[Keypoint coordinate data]

******

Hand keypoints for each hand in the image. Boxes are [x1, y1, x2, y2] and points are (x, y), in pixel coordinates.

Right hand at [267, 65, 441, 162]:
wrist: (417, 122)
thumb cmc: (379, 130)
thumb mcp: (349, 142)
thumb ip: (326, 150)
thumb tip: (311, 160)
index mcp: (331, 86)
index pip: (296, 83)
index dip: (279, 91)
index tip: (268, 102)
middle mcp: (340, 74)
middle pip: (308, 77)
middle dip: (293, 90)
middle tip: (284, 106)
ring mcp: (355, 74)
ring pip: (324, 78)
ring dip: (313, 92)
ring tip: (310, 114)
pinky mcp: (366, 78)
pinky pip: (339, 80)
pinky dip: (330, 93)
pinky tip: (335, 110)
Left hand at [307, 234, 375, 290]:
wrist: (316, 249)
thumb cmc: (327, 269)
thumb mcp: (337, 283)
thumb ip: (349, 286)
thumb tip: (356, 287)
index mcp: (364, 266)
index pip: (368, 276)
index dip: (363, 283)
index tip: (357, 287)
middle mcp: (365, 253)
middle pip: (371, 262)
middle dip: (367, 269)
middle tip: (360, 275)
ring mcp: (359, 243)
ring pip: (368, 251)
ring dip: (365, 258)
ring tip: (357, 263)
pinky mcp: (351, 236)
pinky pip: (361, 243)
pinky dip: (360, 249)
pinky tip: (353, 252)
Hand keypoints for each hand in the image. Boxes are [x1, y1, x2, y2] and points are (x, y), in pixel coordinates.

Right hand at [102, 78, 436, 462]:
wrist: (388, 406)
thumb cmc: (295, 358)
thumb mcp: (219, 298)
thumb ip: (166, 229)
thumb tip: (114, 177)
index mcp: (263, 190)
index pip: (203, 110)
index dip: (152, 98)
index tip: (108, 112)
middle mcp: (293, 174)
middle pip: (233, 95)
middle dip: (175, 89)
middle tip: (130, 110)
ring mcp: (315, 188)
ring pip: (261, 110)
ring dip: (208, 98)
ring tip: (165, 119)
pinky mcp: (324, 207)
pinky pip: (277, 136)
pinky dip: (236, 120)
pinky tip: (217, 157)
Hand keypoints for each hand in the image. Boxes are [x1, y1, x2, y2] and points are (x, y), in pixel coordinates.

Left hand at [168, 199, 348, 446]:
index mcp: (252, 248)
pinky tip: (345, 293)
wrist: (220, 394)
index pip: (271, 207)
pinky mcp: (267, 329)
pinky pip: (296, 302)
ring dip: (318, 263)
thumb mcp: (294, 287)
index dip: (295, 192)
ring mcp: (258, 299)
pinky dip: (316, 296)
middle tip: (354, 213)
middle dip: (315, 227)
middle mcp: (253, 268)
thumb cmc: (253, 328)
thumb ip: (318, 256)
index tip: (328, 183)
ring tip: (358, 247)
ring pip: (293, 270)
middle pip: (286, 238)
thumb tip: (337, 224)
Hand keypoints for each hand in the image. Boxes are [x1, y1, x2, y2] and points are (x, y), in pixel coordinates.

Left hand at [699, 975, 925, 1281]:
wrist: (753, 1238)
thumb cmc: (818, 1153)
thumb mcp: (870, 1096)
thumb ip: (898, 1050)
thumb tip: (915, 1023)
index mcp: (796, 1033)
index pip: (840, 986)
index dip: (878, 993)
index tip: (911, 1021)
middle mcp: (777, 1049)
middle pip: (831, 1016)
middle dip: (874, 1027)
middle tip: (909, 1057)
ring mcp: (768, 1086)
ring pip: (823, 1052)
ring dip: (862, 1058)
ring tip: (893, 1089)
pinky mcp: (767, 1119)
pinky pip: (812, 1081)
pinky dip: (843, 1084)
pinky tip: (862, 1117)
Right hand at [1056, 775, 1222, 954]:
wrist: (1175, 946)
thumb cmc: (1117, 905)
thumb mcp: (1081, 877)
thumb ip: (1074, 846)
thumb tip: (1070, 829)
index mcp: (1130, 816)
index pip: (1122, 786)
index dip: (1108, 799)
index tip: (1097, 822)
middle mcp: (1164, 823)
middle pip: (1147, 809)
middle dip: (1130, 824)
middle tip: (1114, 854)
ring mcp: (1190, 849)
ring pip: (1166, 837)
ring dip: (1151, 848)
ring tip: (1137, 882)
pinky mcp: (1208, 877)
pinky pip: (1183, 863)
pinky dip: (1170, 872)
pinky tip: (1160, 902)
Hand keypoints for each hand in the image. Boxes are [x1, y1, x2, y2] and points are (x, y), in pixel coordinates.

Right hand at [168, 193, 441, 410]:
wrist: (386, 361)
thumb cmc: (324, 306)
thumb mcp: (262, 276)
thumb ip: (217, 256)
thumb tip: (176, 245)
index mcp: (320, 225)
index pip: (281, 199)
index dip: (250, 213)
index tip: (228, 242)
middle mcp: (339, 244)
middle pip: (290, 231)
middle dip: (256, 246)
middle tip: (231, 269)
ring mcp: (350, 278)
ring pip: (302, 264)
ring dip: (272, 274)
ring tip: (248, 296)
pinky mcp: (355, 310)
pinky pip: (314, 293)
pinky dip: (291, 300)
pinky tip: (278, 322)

******

• [REQUIRED WORK]: Repeat the records above exactly, with nothing left out.

• [FINISHED EXERCISE]:
Hand keypoints for each hand in the image. Boxes are [x1, y1, x2, y2] and points are (x, y), in pixel coordinates.

Right hand at [267, 65, 441, 162]:
wrist: (417, 122)
thumb cmc: (379, 130)
thumb mcp: (349, 142)
thumb ip: (326, 150)
thumb tip: (311, 160)
index mcp: (331, 86)
index pip: (296, 83)
index dip: (279, 91)
index tip: (268, 102)
middle mcp: (340, 74)
middle pip: (308, 77)
middle dip: (293, 90)
middle tip: (284, 106)
ring mcp: (355, 74)
ring pip: (324, 78)
ring dip: (313, 92)
ring tip: (310, 114)
pinky mcp: (366, 78)
pinky pip: (339, 80)
pinky dip: (330, 93)
pinky tip: (335, 110)
Left hand at [307, 234, 375, 290]:
wrist: (316, 249)
thumb cmc: (327, 269)
thumb mcp: (337, 283)
thumb ip: (349, 286)
thumb tip: (356, 287)
index mcp: (364, 266)
index pip: (368, 276)
index dip: (363, 283)
index tip: (357, 287)
middle mcp: (365, 253)
middle pip: (371, 262)
middle dip: (367, 269)
middle tip: (360, 275)
ring mcp: (359, 243)
ring pip: (368, 251)
ring dip: (365, 258)
ring tip: (357, 263)
pinky mcp: (351, 236)
pinky pip: (361, 243)
pinky dip: (360, 249)
pinky tip: (353, 252)
Hand keypoints for each hand in the image. Boxes are [x1, y1, x2, y2] and points are (x, y), in pixel coordinates.

Right hand at [102, 78, 436, 462]:
wrist: (388, 406)
thumb cmc: (295, 358)
thumb mcp: (219, 298)
thumb ip: (166, 229)
thumb tip: (114, 177)
index mcp: (263, 190)
index pip: (203, 110)
index dip: (152, 98)
index tip: (108, 112)
middle mcp: (293, 174)
middle pip: (233, 95)
middle dip: (175, 89)
middle tip: (130, 110)
ring mcp: (315, 188)
ring pip: (261, 110)
ring dip: (208, 98)
ring tip: (165, 119)
pinky mcp: (324, 207)
pinky pip: (277, 136)
pinky dip: (236, 120)
pinky tip: (217, 157)
Hand keypoints for each hand in the image. Boxes are [x1, y1, x2, y2] and points are (x, y), in pixel coordinates.

Left hand at [168, 199, 348, 446]:
index mcp: (252, 248)
pinky tip: (345, 293)
wrist: (220, 394)
index pip: (271, 207)
pinky mcp: (267, 329)
pinky pip: (296, 302)
ring dip: (318, 263)
thumb mcp: (294, 287)
index dip: (295, 192)
ring mcp: (258, 299)
pinky dip: (316, 296)
middle tip: (354, 213)
middle dip: (315, 227)
middle mcp: (253, 268)
thumb cmc: (253, 328)
thumb ip: (318, 256)
index tip: (328, 183)
ring tip: (358, 247)
ring pip: (293, 270)
middle pip: (286, 238)
thumb tip: (337, 224)
Hand keypoints for each hand in the image. Boxes are [x1, y1, x2, y2] and points are (x, y), in pixel coordinates.

Left hand at [699, 975, 925, 1281]:
wrist: (753, 1238)
thumb cmc: (818, 1153)
thumb mcp: (870, 1096)
thumb ip: (898, 1050)
thumb tip: (915, 1023)
index mcp: (796, 1033)
index pip: (840, 986)
index dip: (878, 993)
index tip: (911, 1021)
middle mcp: (777, 1049)
middle pip: (831, 1016)
middle dip: (874, 1027)
middle tip: (909, 1057)
ring mcp: (768, 1086)
ring pip: (823, 1052)
ring dip: (862, 1058)
ring tip: (893, 1089)
pinky mcp: (767, 1119)
pinky pip: (812, 1081)
pinky dip: (843, 1084)
pinky tip: (862, 1117)
Right hand at [1056, 775, 1222, 954]:
wrist: (1175, 946)
thumb cmc: (1117, 905)
thumb mcp: (1081, 877)
thumb ip: (1074, 846)
thumb tip: (1070, 829)
index mcp: (1130, 816)
index pip: (1122, 786)
index dip: (1108, 799)
index tip: (1097, 822)
middle mcp: (1164, 823)
middle pip: (1147, 809)
middle dip: (1130, 824)
middle tip: (1114, 854)
ring mcp: (1190, 849)
ring pip: (1166, 837)
ring dip: (1151, 848)
ring tip: (1137, 882)
pinky mcp: (1208, 877)
pinky pip: (1183, 863)
pinky dip: (1170, 872)
pinky tip: (1160, 902)
Hand keypoints for each hand in the image. Boxes are [x1, y1, x2, y2] and points are (x, y), in pixel coordinates.

Right hand at [168, 193, 441, 410]:
wrist: (386, 361)
thumb cmc: (324, 306)
thumb mcp: (262, 276)
thumb ip: (217, 256)
thumb tip: (176, 245)
index mcp: (320, 225)
index pip: (281, 199)
index dip: (250, 213)
index tip: (228, 242)
middle mcp: (339, 244)
middle pip: (290, 231)
middle dip: (256, 246)
middle tip: (231, 269)
ring mcp: (350, 278)
ring pip: (302, 264)
ring dip: (272, 274)
ring tip: (248, 296)
pinky mcp: (355, 310)
pinky pip: (314, 293)
pinky dip: (291, 300)
pinky tip: (278, 322)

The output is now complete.